Saved entries:

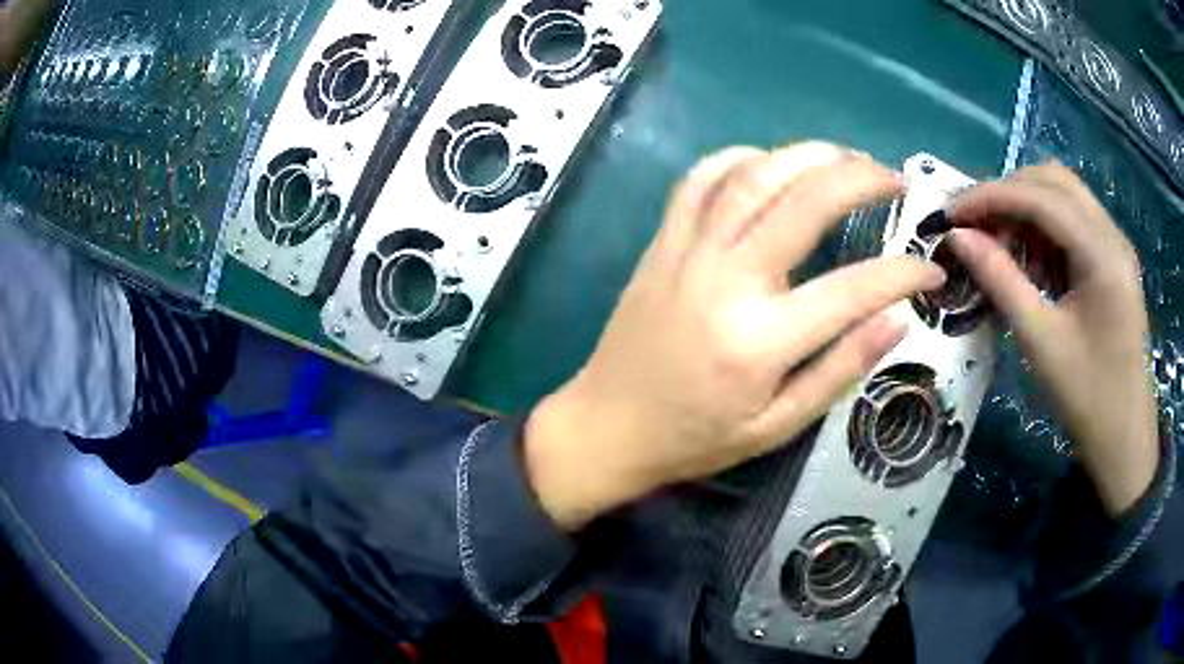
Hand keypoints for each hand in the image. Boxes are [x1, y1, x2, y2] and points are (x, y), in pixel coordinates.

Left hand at [525, 142, 945, 529]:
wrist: (608, 426)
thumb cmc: (695, 438)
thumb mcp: (777, 426)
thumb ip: (840, 368)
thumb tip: (898, 318)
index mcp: (761, 340)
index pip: (855, 288)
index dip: (905, 273)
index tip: (932, 268)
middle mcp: (726, 280)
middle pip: (805, 201)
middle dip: (861, 178)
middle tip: (894, 178)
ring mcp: (688, 252)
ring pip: (753, 174)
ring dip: (807, 155)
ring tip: (846, 158)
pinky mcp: (661, 243)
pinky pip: (698, 180)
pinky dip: (738, 159)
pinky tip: (769, 162)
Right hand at [949, 164, 1158, 516]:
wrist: (1124, 437)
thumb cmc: (1087, 398)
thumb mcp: (1040, 342)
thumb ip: (1000, 280)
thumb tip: (958, 237)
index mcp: (1103, 255)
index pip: (1042, 198)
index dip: (992, 196)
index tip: (951, 213)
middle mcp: (1112, 235)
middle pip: (1054, 181)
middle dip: (1009, 193)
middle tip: (975, 224)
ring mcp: (1116, 245)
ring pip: (1064, 195)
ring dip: (1027, 207)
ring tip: (1001, 242)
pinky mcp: (1113, 260)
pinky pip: (1074, 221)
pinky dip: (1046, 228)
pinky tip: (1033, 260)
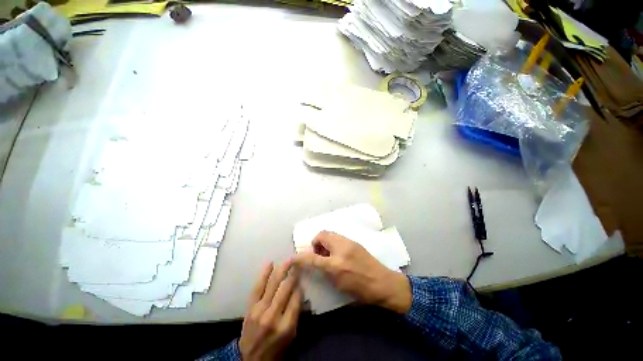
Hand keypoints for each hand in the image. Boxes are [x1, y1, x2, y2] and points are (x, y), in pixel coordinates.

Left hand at [239, 261, 301, 360]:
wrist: (250, 358)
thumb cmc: (275, 347)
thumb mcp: (291, 335)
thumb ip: (296, 312)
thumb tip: (299, 290)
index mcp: (286, 325)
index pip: (296, 298)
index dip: (300, 286)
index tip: (302, 278)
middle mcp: (273, 316)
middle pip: (285, 289)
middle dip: (293, 274)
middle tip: (297, 263)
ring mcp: (260, 310)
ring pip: (273, 285)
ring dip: (282, 270)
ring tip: (288, 260)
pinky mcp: (250, 307)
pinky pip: (258, 287)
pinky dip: (264, 274)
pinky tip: (270, 264)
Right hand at [293, 231, 411, 313]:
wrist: (383, 283)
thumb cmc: (361, 290)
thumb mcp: (339, 285)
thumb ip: (325, 271)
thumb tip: (316, 262)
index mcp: (336, 265)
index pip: (313, 258)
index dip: (300, 258)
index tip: (293, 258)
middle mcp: (341, 249)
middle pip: (322, 235)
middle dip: (316, 242)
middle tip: (319, 254)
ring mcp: (349, 242)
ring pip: (330, 233)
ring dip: (325, 241)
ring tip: (328, 253)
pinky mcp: (354, 241)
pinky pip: (338, 236)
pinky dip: (333, 242)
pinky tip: (337, 252)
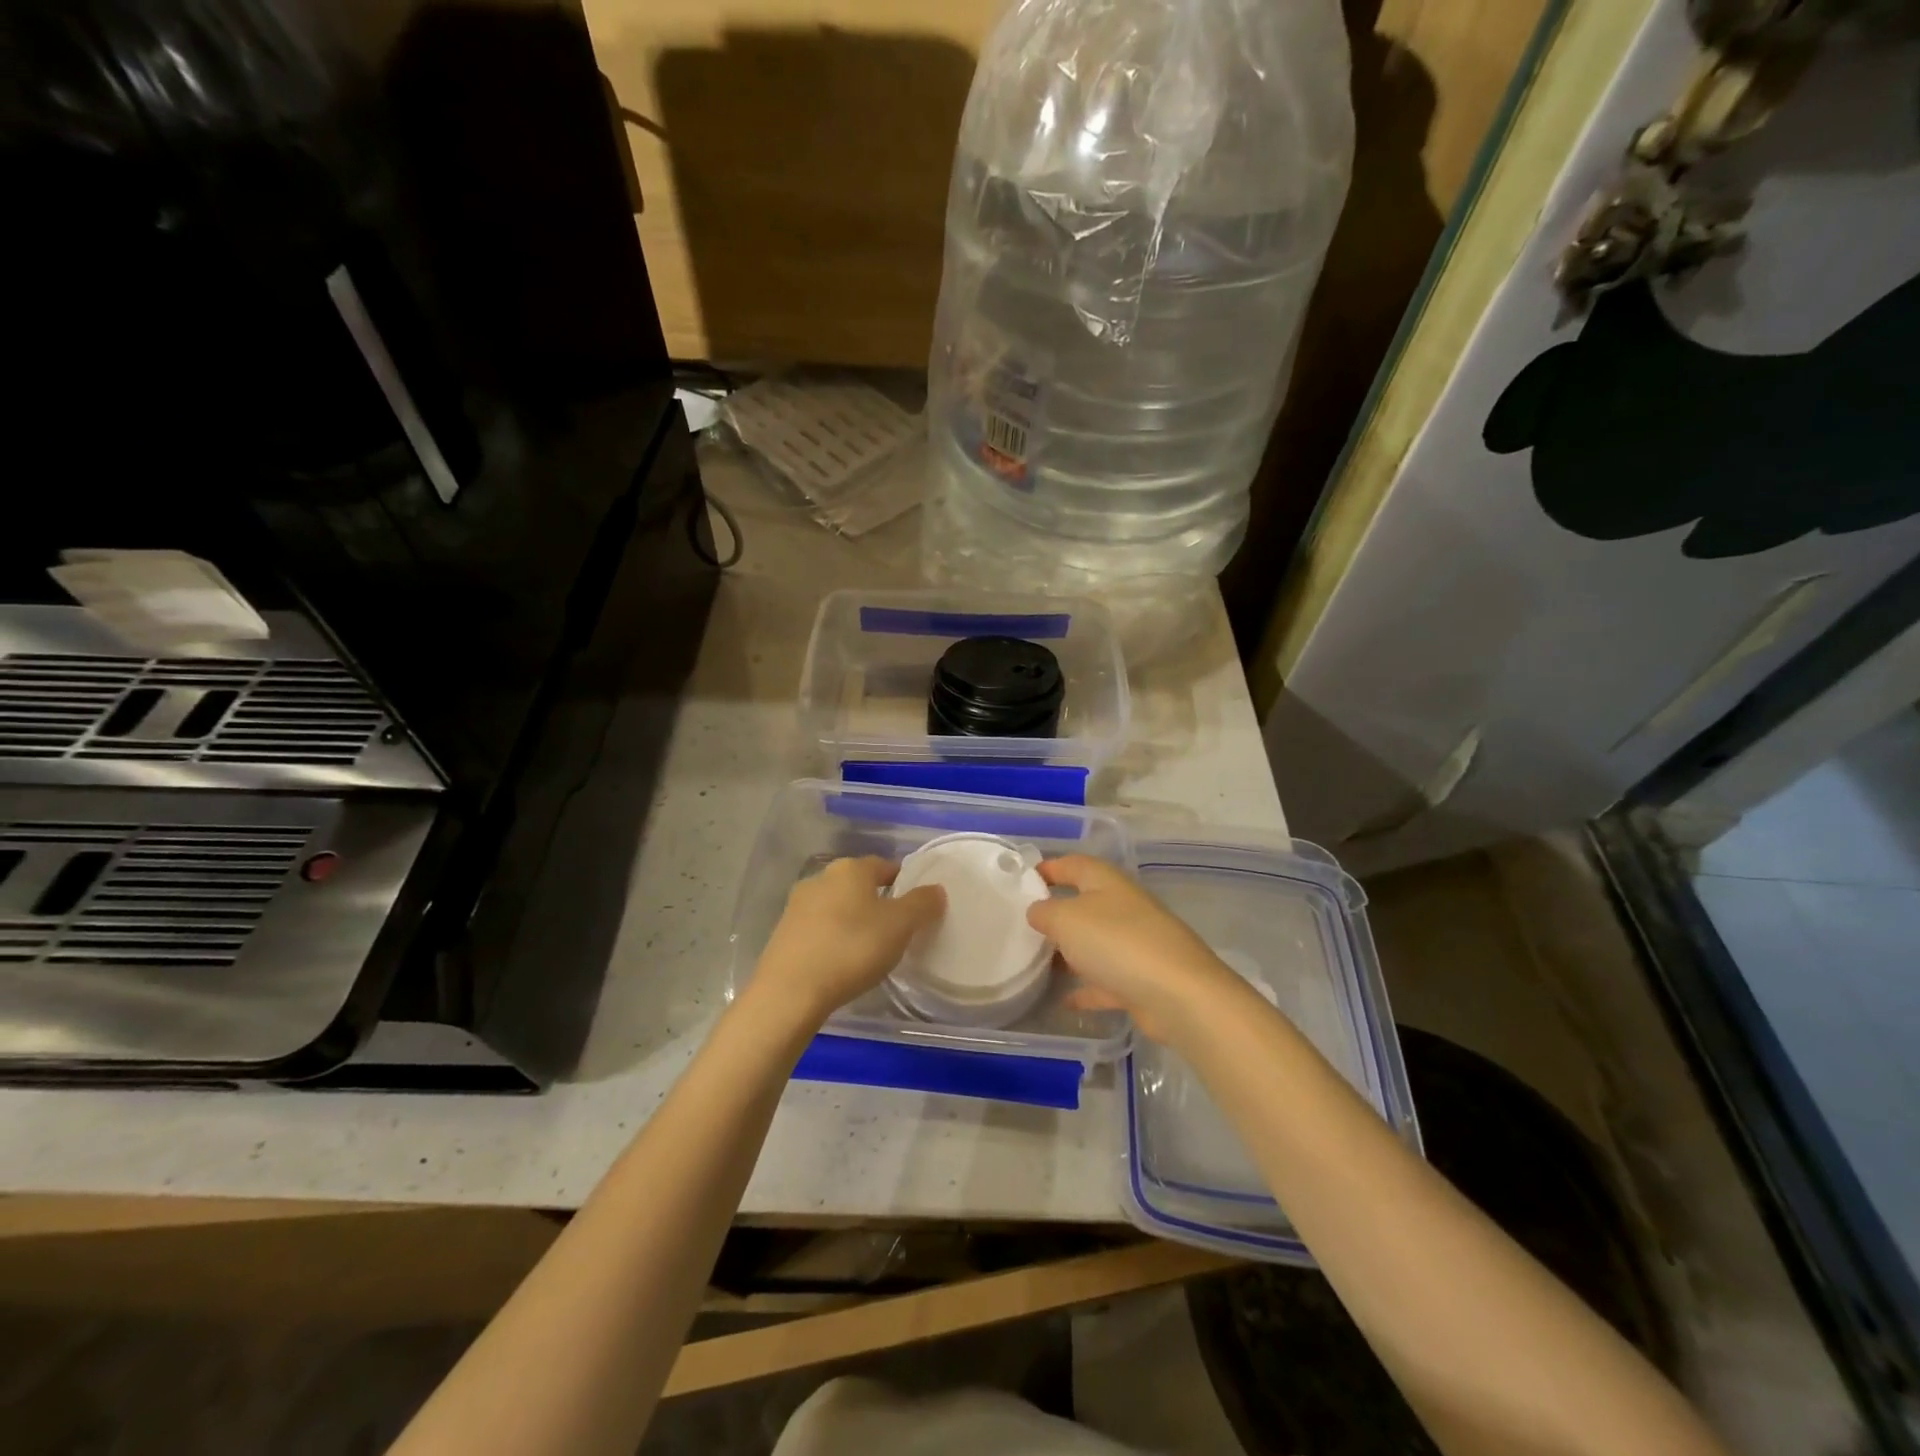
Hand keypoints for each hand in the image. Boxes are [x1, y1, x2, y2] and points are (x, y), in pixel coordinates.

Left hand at [751, 857, 945, 1025]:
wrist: (790, 991)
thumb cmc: (852, 949)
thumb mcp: (900, 926)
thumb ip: (922, 904)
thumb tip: (936, 889)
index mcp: (851, 868)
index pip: (886, 866)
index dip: (905, 883)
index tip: (917, 907)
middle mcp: (821, 878)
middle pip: (859, 885)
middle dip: (878, 902)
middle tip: (897, 930)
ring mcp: (797, 905)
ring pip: (837, 906)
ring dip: (854, 920)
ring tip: (870, 949)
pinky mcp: (783, 933)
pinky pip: (819, 929)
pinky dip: (834, 938)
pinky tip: (841, 961)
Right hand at [1027, 855, 1247, 1042]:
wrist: (1179, 995)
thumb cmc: (1117, 942)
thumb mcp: (1066, 919)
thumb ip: (1045, 912)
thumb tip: (1037, 911)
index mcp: (1107, 882)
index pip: (1074, 864)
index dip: (1048, 868)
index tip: (1021, 881)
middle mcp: (1123, 907)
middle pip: (1084, 904)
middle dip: (1056, 913)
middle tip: (1023, 926)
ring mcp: (1136, 944)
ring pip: (1095, 943)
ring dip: (1070, 952)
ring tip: (1037, 962)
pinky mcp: (1142, 980)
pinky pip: (1107, 980)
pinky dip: (1088, 988)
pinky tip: (1066, 1001)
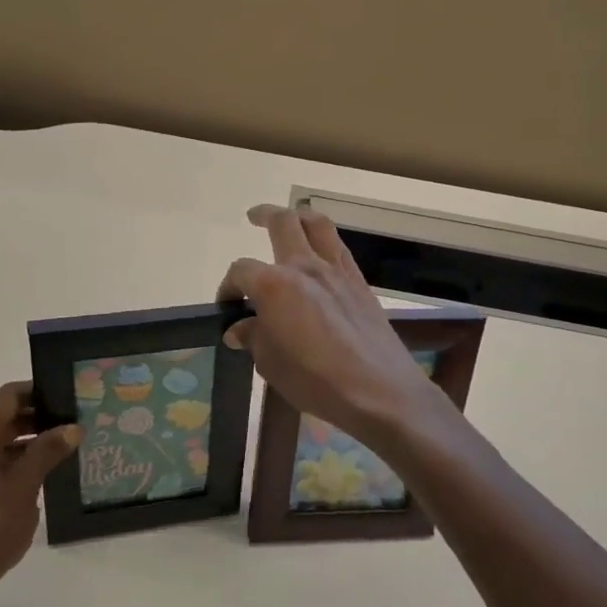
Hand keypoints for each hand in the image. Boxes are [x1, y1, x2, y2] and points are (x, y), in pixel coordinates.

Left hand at [0, 382, 78, 604]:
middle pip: (1, 415)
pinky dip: (12, 457)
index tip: (66, 395)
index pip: (7, 396)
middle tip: (71, 420)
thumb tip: (72, 427)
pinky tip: (39, 470)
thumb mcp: (24, 487)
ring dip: (26, 438)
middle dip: (36, 416)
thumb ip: (47, 452)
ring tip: (62, 445)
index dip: (37, 391)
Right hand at [219, 205, 447, 451]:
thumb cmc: (315, 380)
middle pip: (282, 223)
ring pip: (318, 224)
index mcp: (274, 285)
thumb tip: (239, 328)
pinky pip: (339, 247)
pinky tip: (320, 255)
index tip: (228, 306)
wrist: (378, 391)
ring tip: (291, 220)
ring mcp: (336, 271)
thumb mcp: (270, 363)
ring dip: (299, 216)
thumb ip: (254, 337)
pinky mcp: (359, 282)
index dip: (228, 286)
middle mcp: (305, 267)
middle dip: (263, 215)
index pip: (241, 271)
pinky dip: (325, 241)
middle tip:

**Task to complete:** The stretch of entries above that starts with the line containing "ring tip: (62, 445)" and goes on through the line containing "ring tip: (291, 220)" is to be transcribed exactly, and no other line is to be transcribed.

**Your response:**
ring tip: (62, 445)
index dip: (37, 391)
Right hand at [219, 205, 447, 451]:
thumb cmc: (315, 380)
middle pip: (282, 223)
ring pip: (318, 224)
index mcp: (274, 285)
thumb tip: (239, 328)
pinky pip: (339, 247)
pinky tip: (320, 255)
index tip: (228, 306)
wrist: (378, 391)
ring tip: (291, 220)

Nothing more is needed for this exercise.